Wednesday, October 21, 2020
Health And Welfare

Child Health Awareness Day launched in Limpopo and Free State


Save the Children have partnered with the Department of Health (DOH) to launch Child Health Awareness Days (CHADs) across Limpopo and the Free State. They hold eight CHADs a year, educating caregivers on pregnancy care, infant and young child feeding, and early detection of malnutrition.

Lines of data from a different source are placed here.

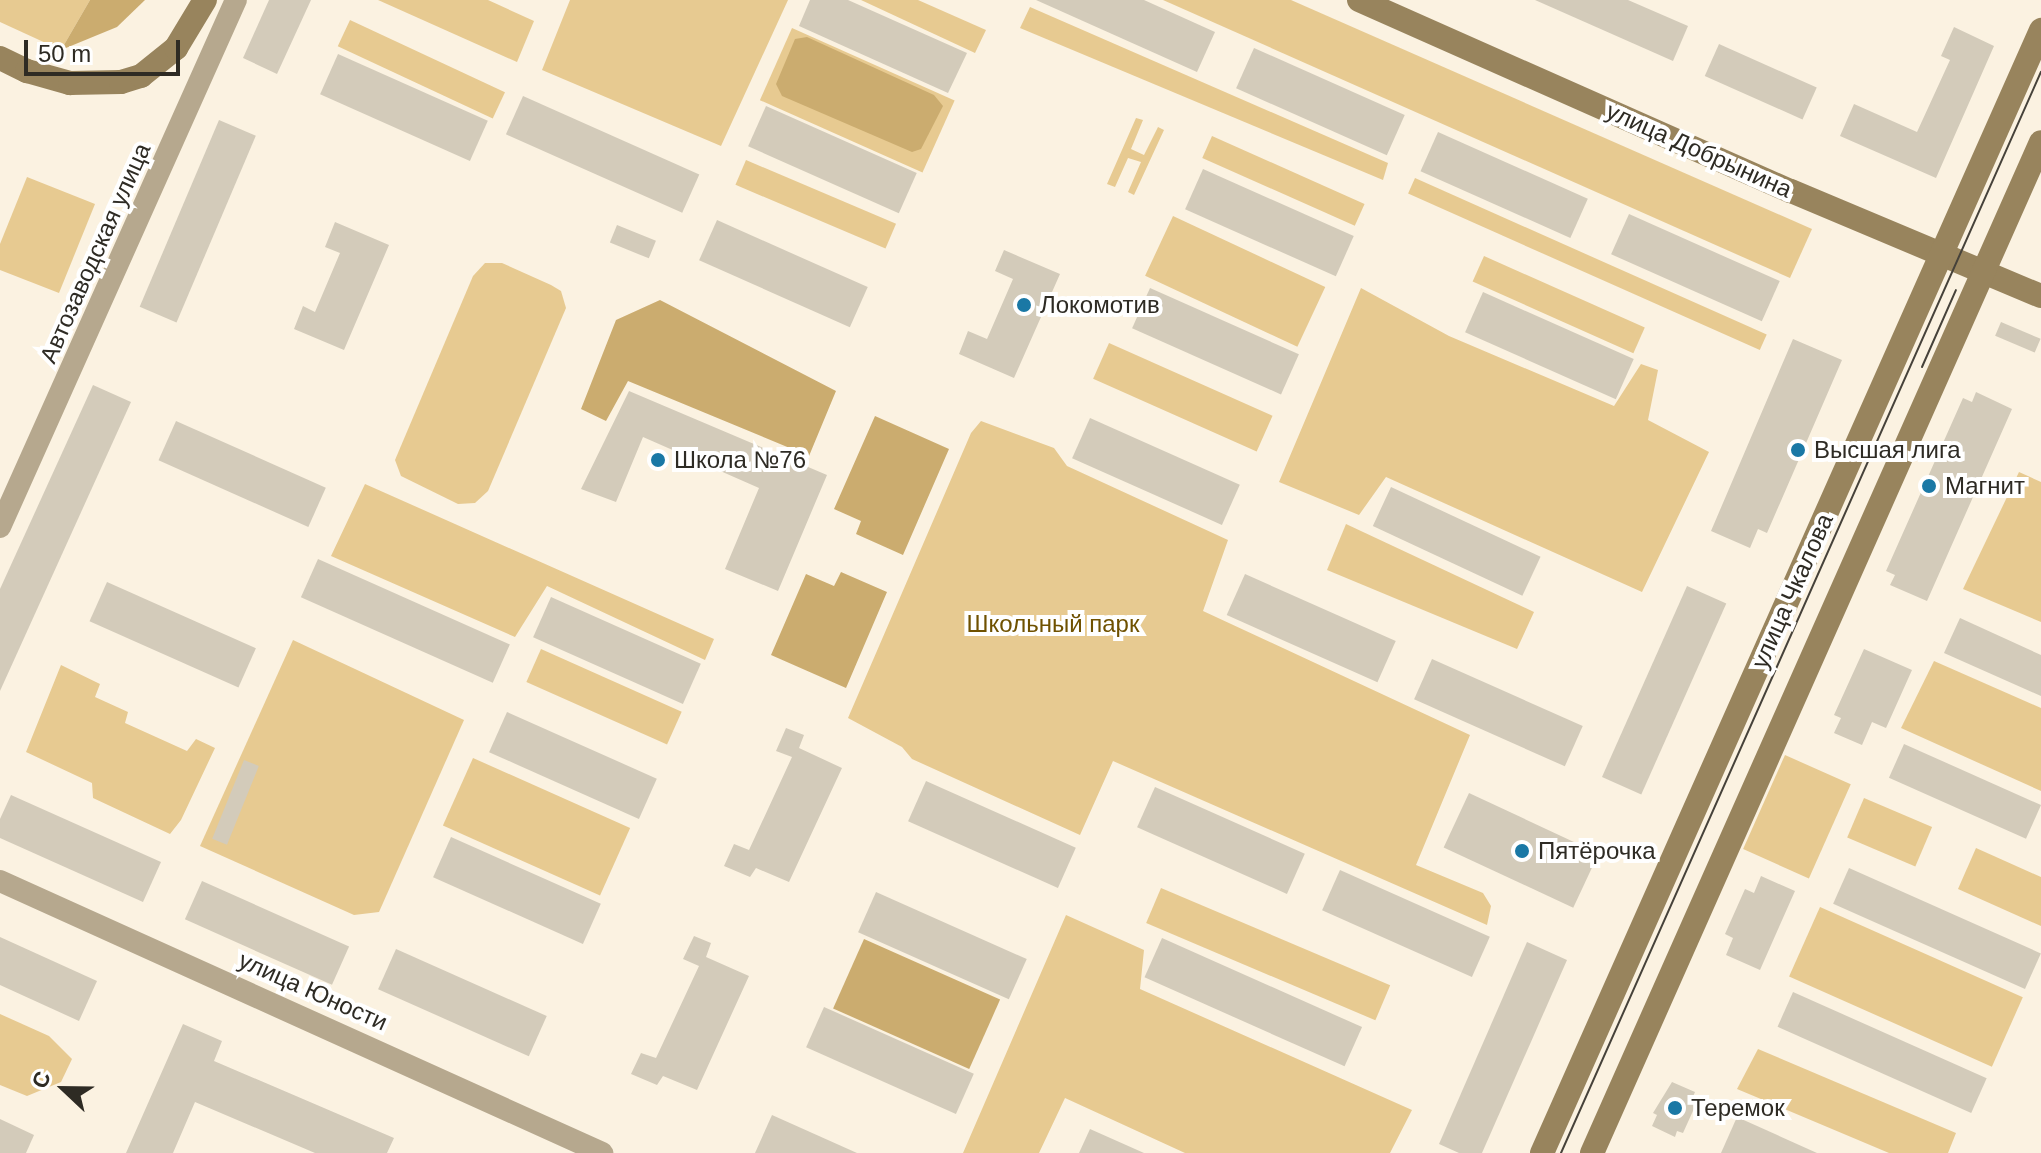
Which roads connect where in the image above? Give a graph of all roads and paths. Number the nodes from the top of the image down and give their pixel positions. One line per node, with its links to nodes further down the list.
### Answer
1 (236, 0): 10 (street, Автозаводская улица)
2 (1359, 0): 7 (street, улица Добрынина)
3 (204, 3): 5 (street)
4 (2041, 30): 7 (street, улица Чкалова)
5 (0, 58)
6 (2041, 142): 8 (street, улица Чкалова)
7 (1941, 255): 8 (street, улица Добрынина); 13 (street, улица Чкалова)
8 (1983, 271): 9 (street, улица Добрынина); 14 (street, улица Чкалова)
9 (2041, 296)
10 (0, 527)
11 (0, 881): 12 (street, улица Юности)
12 (602, 1153)
13 (1542, 1153)
14 (1592, 1153)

Children attending will also receive necessary health services such as deworming and Vitamin A doses, delivered in conjunction with the DoH. The CHADs are just one activity of a wide-ranging collaboration between GSK and SCSA, under the umbrella project Sireletsa Bana (translated as “Protect the children”).

The community leaders are pleased that the project is improving healthcare infrastructure as well as education and awareness for frontline staff, which is a critical step in reaching a large portion of the community, and changing behaviour.

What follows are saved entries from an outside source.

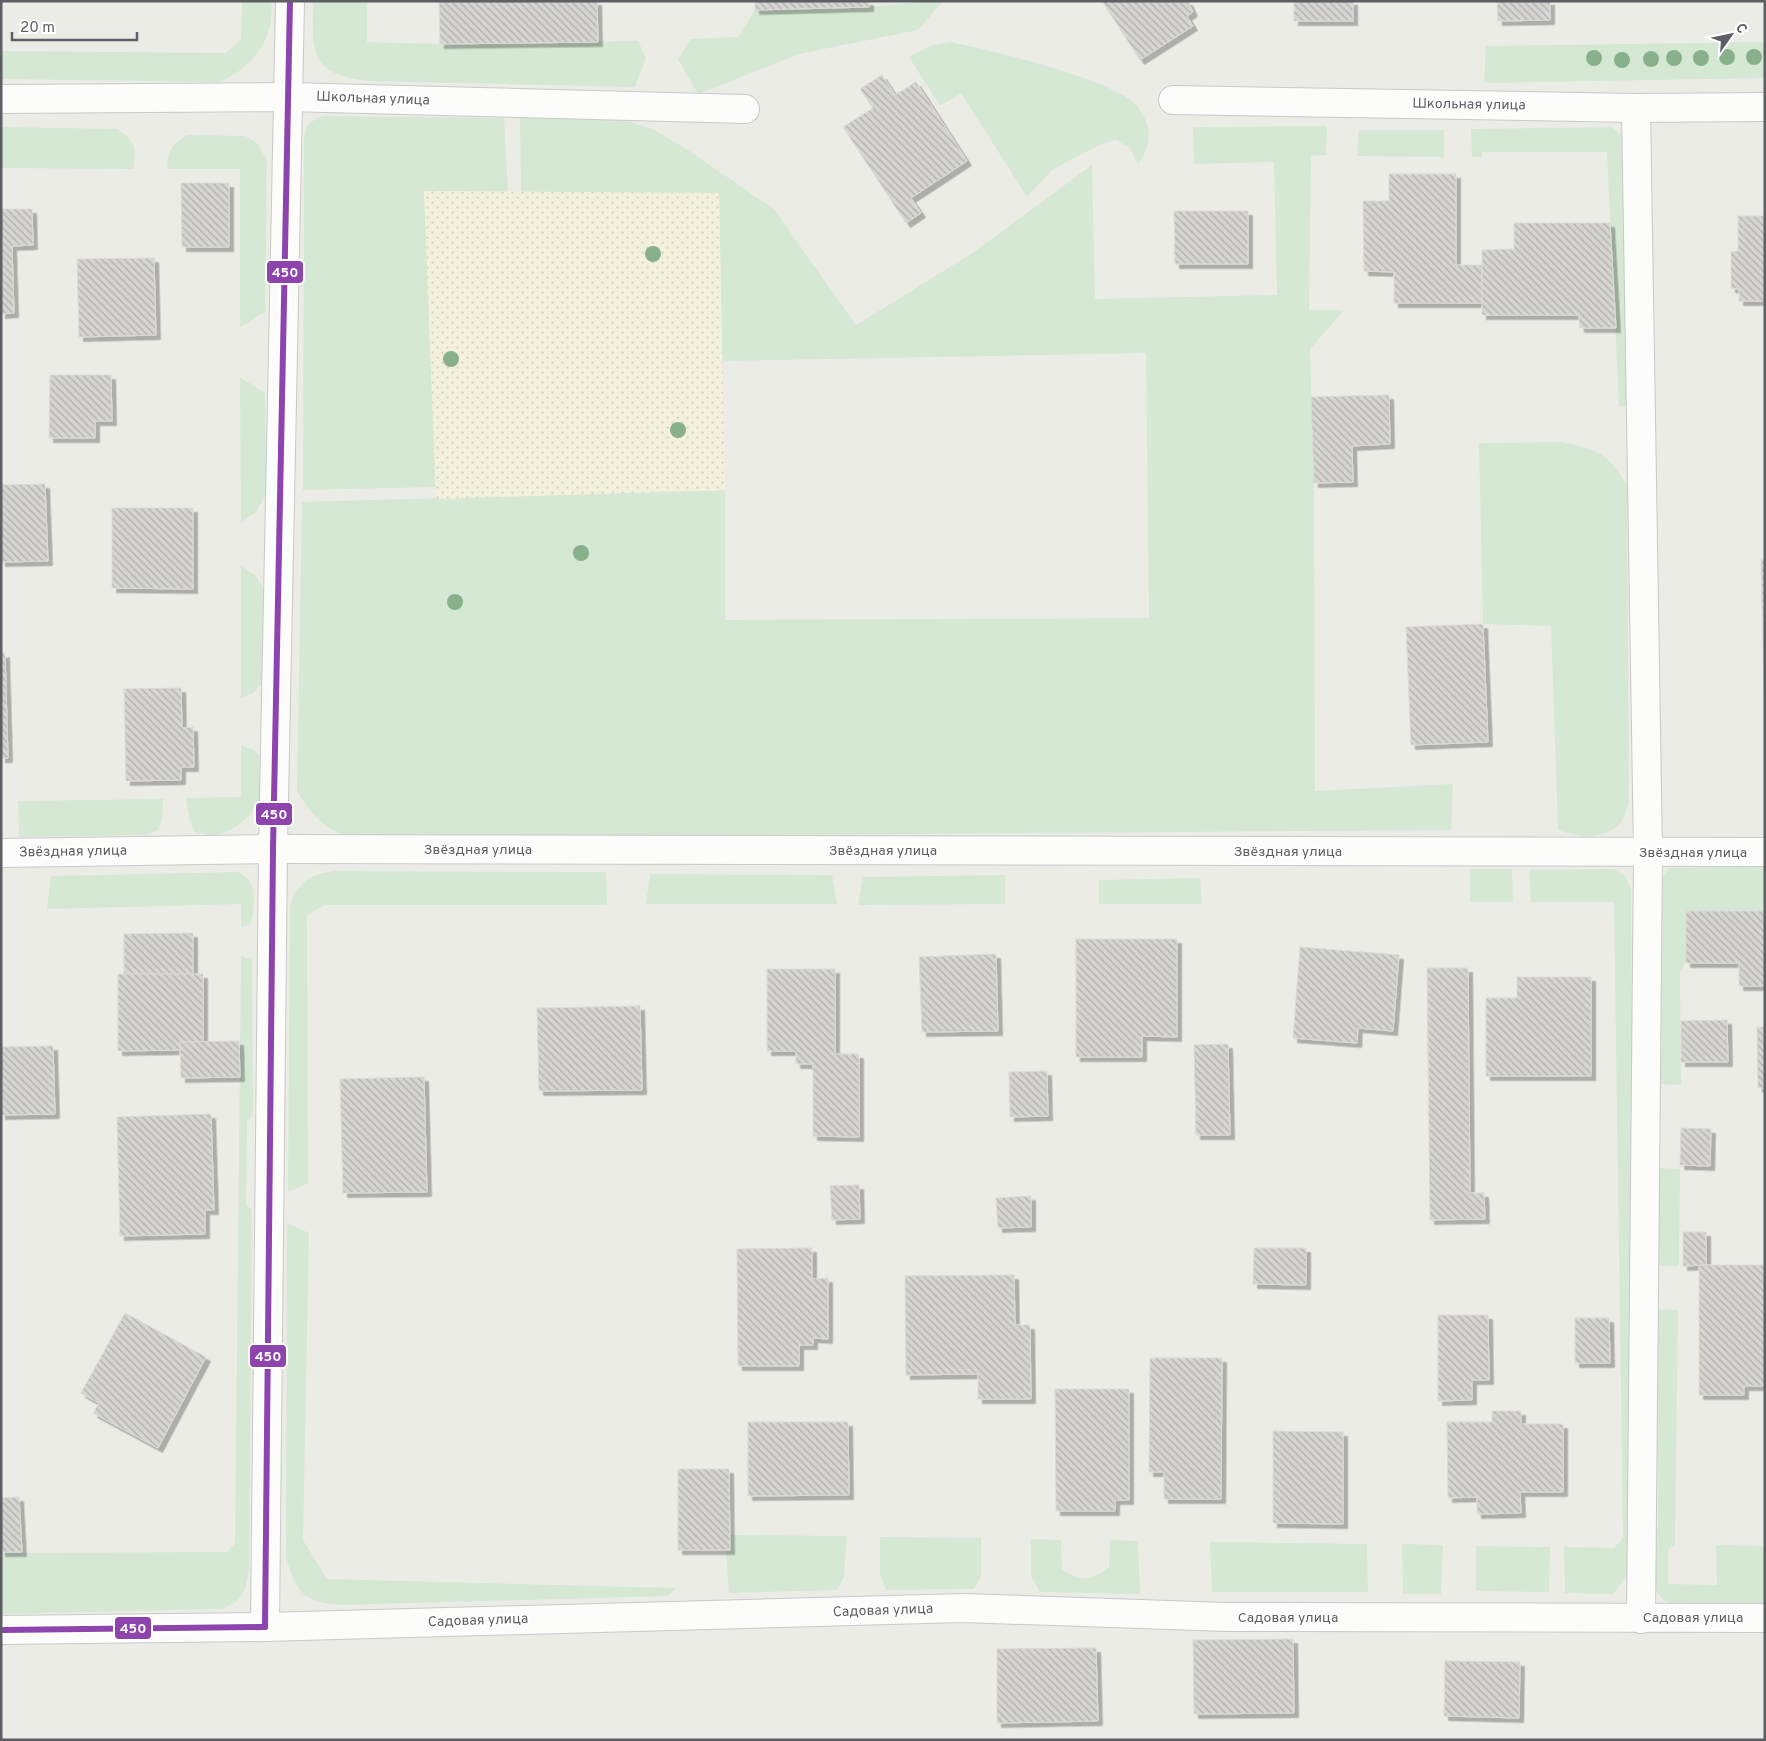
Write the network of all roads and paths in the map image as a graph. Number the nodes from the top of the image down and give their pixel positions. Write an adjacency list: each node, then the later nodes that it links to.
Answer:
1 (290, 1): 2 (street)
2 (288, 97): 3 (street, Школьная улица); 7 (street, Школьная улица); 8 (street)
3 (1, 99)
4 (1173, 100): 6 (street, Школьная улица)
5 (1765, 107): 6 (street, Школьная улица)
6 (1636, 108): 11 (street)
7 (745, 109)
8 (273, 849): 10 (street, Звёздная улица); 11 (street, Звёздная улица); 14 (street)
9 (1765, 852): 11 (street, Звёздная улица)
10 (1, 853)
11 (1648, 853): 13 (street)
12 (1765, 1618): 13 (street, Садовая улица)
13 (1641, 1619): 14 (street, Садовая улица)
14 (265, 1627): 15 (street, Садовая улица)
15 (1, 1630)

“SCSA is deeply invested in this project and are aligned with our valued global partner, GSK, because through their support we were able to improve the lives of tens of thousands,” says Gugu Ndebele, CEO of Save the Children. “With what we’ve created through collaboration so far, we can see that the positive impact of this project is making an immediate impact on society and is sustainable, and we look forward to another year of educating, empowering and strengthening our communities.” There has also been sustained and continued education of breastfeeding support groups, in order to offer help to new mothers, and extend the length of their breastfeeding.

The Sireletsa Bana project is just one of GSK’s initiatives, and forms part of a global partnership with Save the Children to help improve the lives of the world’s poorest children.

The Global partnership between GSK and Save the Children was formed in 2013 and has been globally noted for its excellence in social impact work. The partnership has combined GSK’s scientific and manufacturing expertise with Save the Children’s on-the-ground experience to find new ways to help bring down the number of children dying from preventable and treatable diseases.

The two organisation’s shared ambition is clear: no child under five should die from preventable causes. Together, through this partnership we have reached over 2,800,000 children under five in 45 countries, and met head on some of the main causes of preventable child deaths – including treating over 187,800 children for malaria, pneumonia, or diarrhoea.